Monday, February 24, 2014

See change

How ever many times you visit, it takes time to weather the shock of being back in Christchurch. Justin Paton nailed it - our architectural memory plays us for fools. Who can remember where anything used to be? And what grand irony that one of the great memory aids used to be the architectural metaphor of a memory palace.

But you can’t say the art world hasn’t responded boldly to the challenge of a misery of shakes. Something that Christchurch is on its way to shaping in its own particular fashion is an intriguing confluence of art and context. Well-organised white cube spaces can be found but they have lost their dominance and it's onto visual shock and awe.

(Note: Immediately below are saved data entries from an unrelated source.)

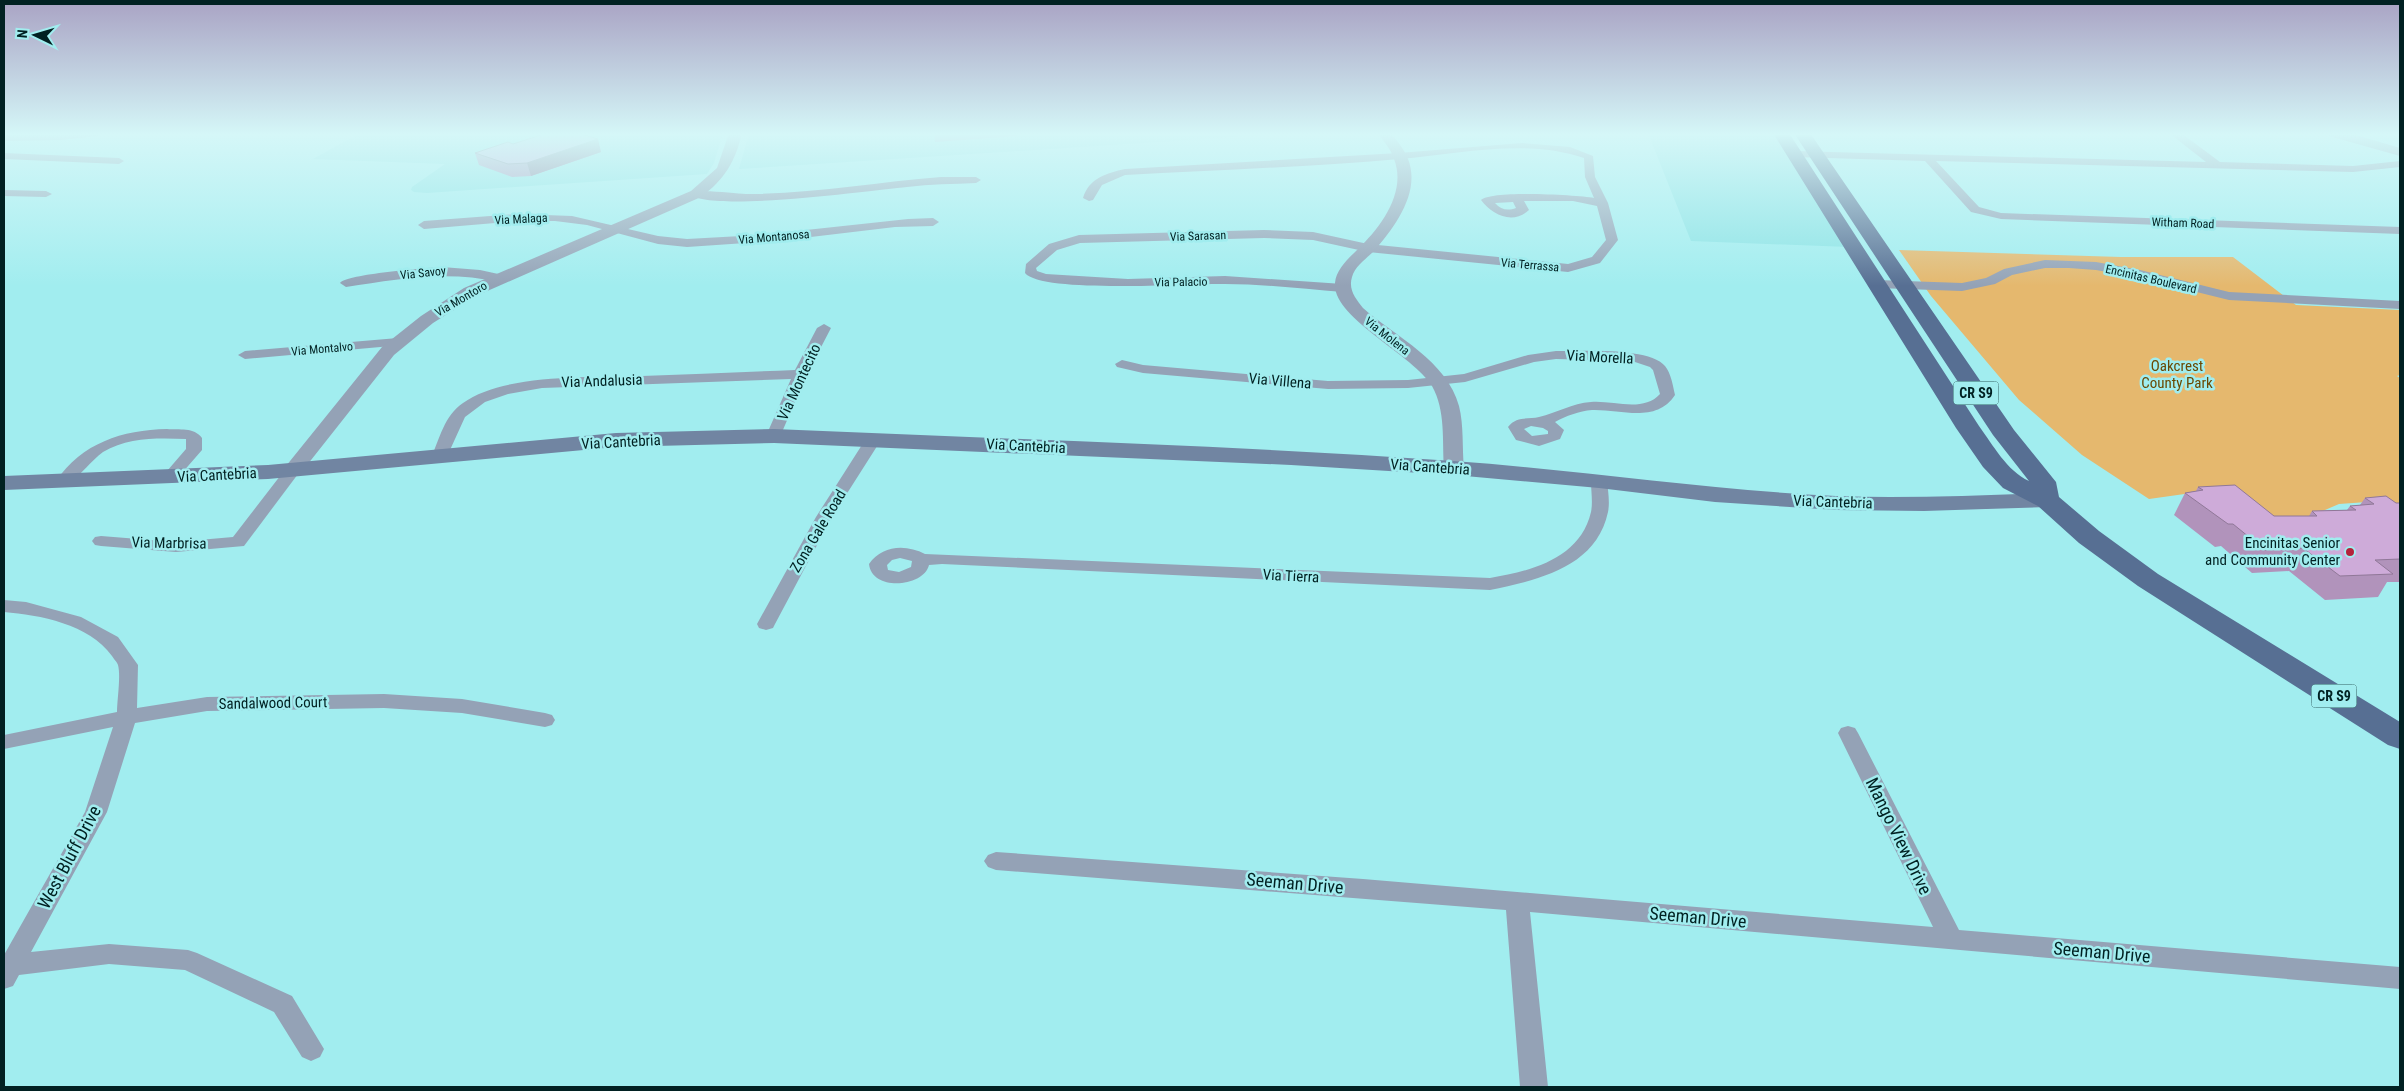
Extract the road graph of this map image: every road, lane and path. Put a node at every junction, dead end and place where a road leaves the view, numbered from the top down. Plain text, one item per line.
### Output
1 (709, 184) edge
2 (906, 184) edge
3 (1098, 184) edge
4 (1405, 184) edge
5 (1593, 184) edge
6 (1814, 184) edge
7 (1838, 184) edge
8 (1951, 184) edge
9 (4, 192) edge
10 (46, 194) dead end
11 (696, 194) junction
12 (1089, 198) dead end
13 (1517, 198) dead end
14 (1602, 203) junction
15 (933, 222) dead end
16 (424, 225) dead end
17 (616, 230) junction
18 (2400, 231) edge
19 (1368, 248) junction
20 (1033, 264) joint
21 (499, 278) junction
22 (346, 283) dead end
23 (1877, 284) junction
24 (1904, 285) junction
25 (1343, 288) junction
26 (2400, 305) edge
27 (824, 328) dead end
28 (398, 342) junction
29 (246, 355) dead end
30 (1122, 364) dead end
31 (800, 374) junction
32 (1439, 382) junction
33 (1542, 422) dead end
34 (774, 436) junction
35 (873, 440) junction
36 (439, 458) junction
37 (1454, 468) junction
38 (293, 470) junction
39 (169, 478) junction
40 (64, 481) junction
41 (1600, 481) junction
42 (4, 483) edge
43 (2047, 500) junction
44 (101, 541) dead end
45 (238, 542) joint
46 (921, 560) dead end
47 (4, 606) edge
48 (766, 624) dead end
49 (127, 717) junction
50 (545, 720) dead end
51 (1848, 733) dead end
52 (2400, 737) edge
53 (4, 742) edge
54 (996, 861) dead end
55 (1517, 902) junction
56 (1951, 939) junction
57 (6, 969) edge
58 (2400, 978) edge
59 (311, 1049) dead end
60 (1534, 1087) edge

1 - 11 street, Via Montoro
2 - 11 street
3 - 12 street
4 - 19 street
5 - 14 street, Via Terrassa
6 - 23 main road, CR S9
7 - 24 main road, CR S9
8 - 18 street, Witham Road
9 - 10 street
11 - 17 street, Via Montoro
13 - 14 street
14 - 19 street, Via Terrassa
15 - 17 street, Via Montanosa
16 - 17 street, Via Malaga
17 - 21 street, Via Montoro
19 - 20 street, Via Sarasan
19 - 25 street
20 - 25 street, Via Palacio
21 - 22 street, Via Savoy
21 - 28 street, Via Montoro
23 - 24 street, Encinitas Boulevard
23 - 43 main road, CR S9
24 - 26 street, Encinitas Boulevard
24 - 43 main road, CR S9
25 - 32 street, Via Molena
27 - 31 street, Via Montecito
28 - 29 street, Via Montalvo
28 - 38 street, Via Montoro
30 - 32 street, Via Villena
31 - 34 street, Via Montecito
31 - 36 street, Via Andalusia
32 - 33 street, Via Morella
32 - 37 street, Via Molena
34 - 35 main road, Via Cantebria
34 - 36 main road, Via Cantebria
35 - 37 main road, Via Cantebria
35 - 48 street, Zona Gale Road
36 - 38 main road, Via Cantebria
37 - 41 main road, Via Cantebria
38 - 39 main road, Via Cantebria
38 - 45 street, Via Montoro
39 - 40 main road, Via Cantebria
39 - 40 street
40 - 42 main road, Via Cantebria
41 - 43 main road, Via Cantebria
41 - 46 street, Via Tierra
43 - 52 main road, CR S9
44 - 45 street, Via Marbrisa
47 - 49 street, West Bluff Drive
49 - 50 street, Sandalwood Court
49 - 53 street, Sandalwood Court
49 - 57 street, West Bluff Drive
51 - 56 street, Mango View Drive
54 - 55 street, Seeman Drive
55 - 56 street, Seeman Drive
55 - 60 street
56 - 58 street, Seeman Drive
57 - 59 street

The raked seats of a theatre exposed to the elements via a collapsed wall, a large pitched roof resting on the ground, a dome waiting on the river bank.

There are countless sculptural gestures around the city that may or may not be art and it really doesn’t seem to matter that much one way or the other. A set of three brick circles, an empty shop window with a single sheet of polystyrene leaning against the back wall, a line-up of chairs painted white in the Merit Groing tradition each one standing in for those who lost their lives. These and countless other small structures, murals, interventions and rearrangements have made Christchurch something that is totally of the moment - a visual laboratory. In this city the turn to research in the visual arts has found what could become its most relevant expression.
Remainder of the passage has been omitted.